BRIEF:
Could you repeat every entry below word for word, leaving out the pictures?

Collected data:

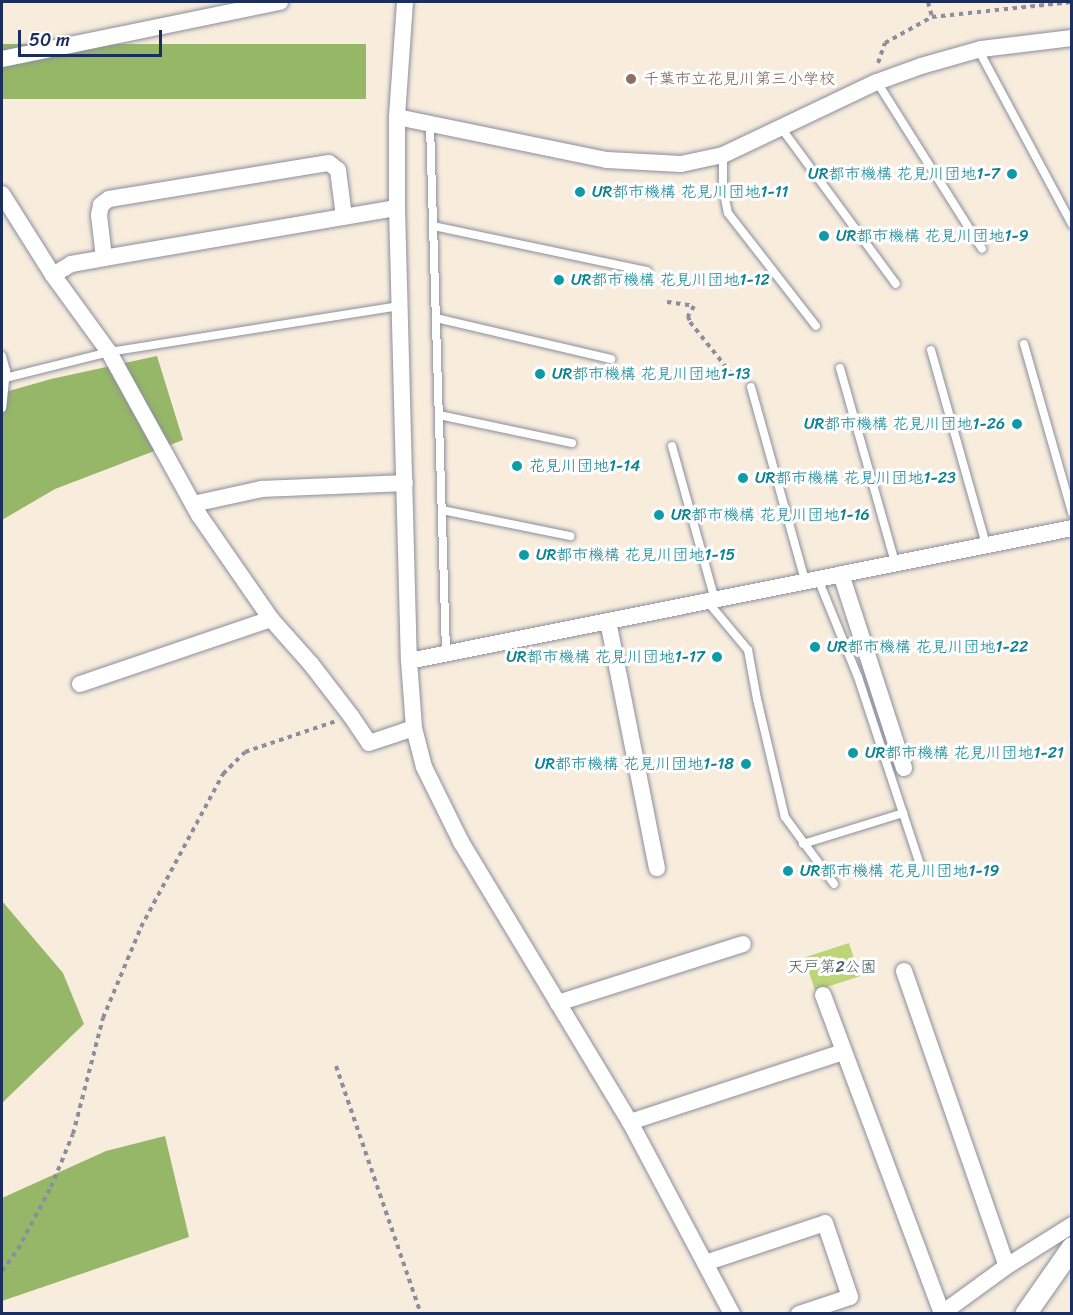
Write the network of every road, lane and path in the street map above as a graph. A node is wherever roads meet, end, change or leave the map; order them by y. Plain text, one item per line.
1 (280, 2) edge
2 (405, 2) edge
3 (928, 2) edge
4 (1021, 2) edge
5 (1071, 2) edge
6 (1022, 8) junction
7 (932, 17) junction
8 (1071, 38) edge
9 (978, 49) junction
10 (2, 58) edge
11 (877, 74) junction
12 (397, 117) junction
13 (430, 124) junction
14 (782, 129) junction
15 (723, 155) junction
16 (2, 194) edge
17 (397, 208) junction
18 (344, 217) junction
19 (1071, 224) edge
20 (433, 226) junction
21 (982, 249) dead end
22 (104, 258) junction
23 (647, 271) dead end
24 (53, 275) junction
25 (896, 284) dead end
26 (667, 302) dead end
27 (400, 306) junction
28 (436, 318) junction
29 (816, 326) dead end
30 (1024, 344) dead end
31 (931, 350) dead end
32 (109, 352) junction
33 (2, 356) edge
34 (611, 359) dead end
35 (840, 368) dead end
36 (734, 377) dead end
37 (5, 378) junction
38 (751, 387) dead end
39 (2, 408) edge
40 (439, 415) junction
41 (572, 443) dead end
42 (672, 446) dead end
43 (405, 483) junction
44 (193, 504) junction
45 (442, 510) junction
46 (1071, 512) edge
47 (1071, 528) edge
48 (570, 536) dead end
49 (986, 545) junction
50 (895, 563) junction
51 (841, 574) junction
52 (811, 580) junction
53 (711, 600) junction
54 (271, 619) junction
55 (608, 621) junction
56 (446, 653) junction
57 (409, 661) junction
58 (80, 684) dead end
59 (351, 716) junction
60 (414, 728) junction
61 (904, 768) dead end
62 (903, 813) junction
63 (803, 844) junction
64 (657, 868) dead end
65 (921, 868) dead end
66 (834, 884) dead end
67 (743, 944) dead end
68 (904, 971) dead end
69 (823, 994) dead end
70 (558, 1003) junction
71 (843, 1052) junction
72 (336, 1066) dead end
73 (630, 1122) junction
74 (1071, 1225) edge
75 (1071, 1247) edge
76 (705, 1263) junction
77 (1007, 1266) junction
78 (2, 1271) edge
79 (941, 1313) edge
80 (421, 1314) edge
81 (732, 1314) edge
82 (799, 1314) edge
83 (1025, 1314) edge

1 - 10 street
2 - 12 street
3 - 7 path
4 - 6 path
5 - 6 path
6 - 7 path
7 - 11 path
8 - 9 street
9 - 11 street
9 - 19 lane
11 - 14 street
11 - 21 lane
12 - 13 street
12 - 17 street
13 - 15 street
13 - 20 lane
14 - 15 street
14 - 25 lane
15 - 29 lane
16 - 24 street
17 - 18 street
17 - 27 street
18 - 22 street
18 - 22 street
20 - 23 lane
20 - 28 lane
22 - 24 street
24 - 32 street
26 - 36 path
27 - 32 lane
27 - 43 street
28 - 34 lane
28 - 40 lane
30 - 46 lane
31 - 49 lane
32 - 37 lane
32 - 44 street
33 - 37 lane
35 - 50 lane
37 - 39 lane
38 - 52 lane
40 - 41 lane
40 - 45 lane
42 - 53 lane
43 - 44 street
43 - 57 street
44 - 54 street
45 - 48 lane
45 - 56 lane
47 - 49 street
49 - 50 street
50 - 51 street
51 - 52 street
51 - 61 street
52 - 53 street
52 - 62 lane
53 - 55 street
53 - 63 lane
54 - 58 street
54 - 59 street
55 - 56 street
55 - 64 street
56 - 57 street
57 - 60 street
59 - 60 street
59 - 78 path
60 - 70 street
62 - 63 lane
62 - 65 lane
63 - 66 lane
67 - 70 street
68 - 77 street
69 - 71 street
70 - 73 street
71 - 73 street
71 - 79 street
72 - 80 path
73 - 76 street
74 - 77 street
75 - 83 street
76 - 81 street
76 - 82 street
77 - 79 street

REPLY:
Write the network of every road, lane and path in the street map above as a graph. A node is wherever roads meet, end, change or leave the map; order them by y. Plain text, one item per line.
1 (280, 2) edge
2 (405, 2) edge
3 (928, 2) edge
4 (1021, 2) edge
5 (1071, 2) edge
6 (1022, 8) junction
7 (932, 17) junction
8 (1071, 38) edge
9 (978, 49) junction
10 (2, 58) edge
11 (877, 74) junction
12 (397, 117) junction
13 (430, 124) junction
14 (782, 129) junction
15 (723, 155) junction
16 (2, 194) edge
17 (397, 208) junction
18 (344, 217) junction
19 (1071, 224) edge
20 (433, 226) junction
21 (982, 249) dead end
22 (104, 258) junction
23 (647, 271) dead end
24 (53, 275) junction
25 (896, 284) dead end
26 (667, 302) dead end
27 (400, 306) junction
28 (436, 318) junction
29 (816, 326) dead end
30 (1024, 344) dead end
31 (931, 350) dead end
32 (109, 352) junction
33 (2, 356) edge
34 (611, 359) dead end
35 (840, 368) dead end
36 (734, 377) dead end
37 (5, 378) junction
38 (751, 387) dead end
39 (2, 408) edge
40 (439, 415) junction
41 (572, 443) dead end
42 (672, 446) dead end
43 (405, 483) junction
44 (193, 504) junction
45 (442, 510) junction
46 (1071, 512) edge
47 (1071, 528) edge
48 (570, 536) dead end
49 (986, 545) junction
50 (895, 563) junction
51 (841, 574) junction
52 (811, 580) junction
53 (711, 600) junction
54 (271, 619) junction
55 (608, 621) junction
56 (446, 653) junction
57 (409, 661) junction
58 (80, 684) dead end
59 (351, 716) junction
60 (414, 728) junction
61 (904, 768) dead end
62 (903, 813) junction
63 (803, 844) junction
64 (657, 868) dead end
65 (921, 868) dead end
66 (834, 884) dead end
67 (743, 944) dead end
68 (904, 971) dead end
69 (823, 994) dead end
70 (558, 1003) junction
71 (843, 1052) junction
72 (336, 1066) dead end
73 (630, 1122) junction
74 (1071, 1225) edge
75 (1071, 1247) edge
76 (705, 1263) junction
77 (1007, 1266) junction
78 (2, 1271) edge
79 (941, 1313) edge
80 (421, 1314) edge
81 (732, 1314) edge
82 (799, 1314) edge
83 (1025, 1314) edge

1 - 10 street
2 - 12 street
3 - 7 path
4 - 6 path
5 - 6 path
6 - 7 path
7 - 11 path
8 - 9 street
9 - 11 street
9 - 19 lane
11 - 14 street
11 - 21 lane
12 - 13 street
12 - 17 street
13 - 15 street
13 - 20 lane
14 - 15 street
14 - 25 lane
15 - 29 lane
16 - 24 street
17 - 18 street
17 - 27 street
18 - 22 street
18 - 22 street
20 - 23 lane
20 - 28 lane
22 - 24 street
24 - 32 street
26 - 36 path
27 - 32 lane
27 - 43 street
28 - 34 lane
28 - 40 lane
30 - 46 lane
31 - 49 lane
32 - 37 lane
32 - 44 street
33 - 37 lane
35 - 50 lane
37 - 39 lane
38 - 52 lane
40 - 41 lane
40 - 45 lane
42 - 53 lane
43 - 44 street
43 - 57 street
44 - 54 street
45 - 48 lane
45 - 56 lane
47 - 49 street
49 - 50 street
50 - 51 street
51 - 52 street
51 - 61 street
52 - 53 street
52 - 62 lane
53 - 55 street
53 - 63 lane
54 - 58 street
54 - 59 street
55 - 56 street
55 - 64 street
56 - 57 street
57 - 60 street
59 - 60 street
59 - 78 path
60 - 70 street
62 - 63 lane
62 - 65 lane
63 - 66 lane
67 - 70 street
68 - 77 street
69 - 71 street
70 - 73 street
71 - 73 street
71 - 79 street
72 - 80 path
73 - 76 street
74 - 77 street
75 - 83 street
76 - 81 street
76 - 82 street
77 - 79 street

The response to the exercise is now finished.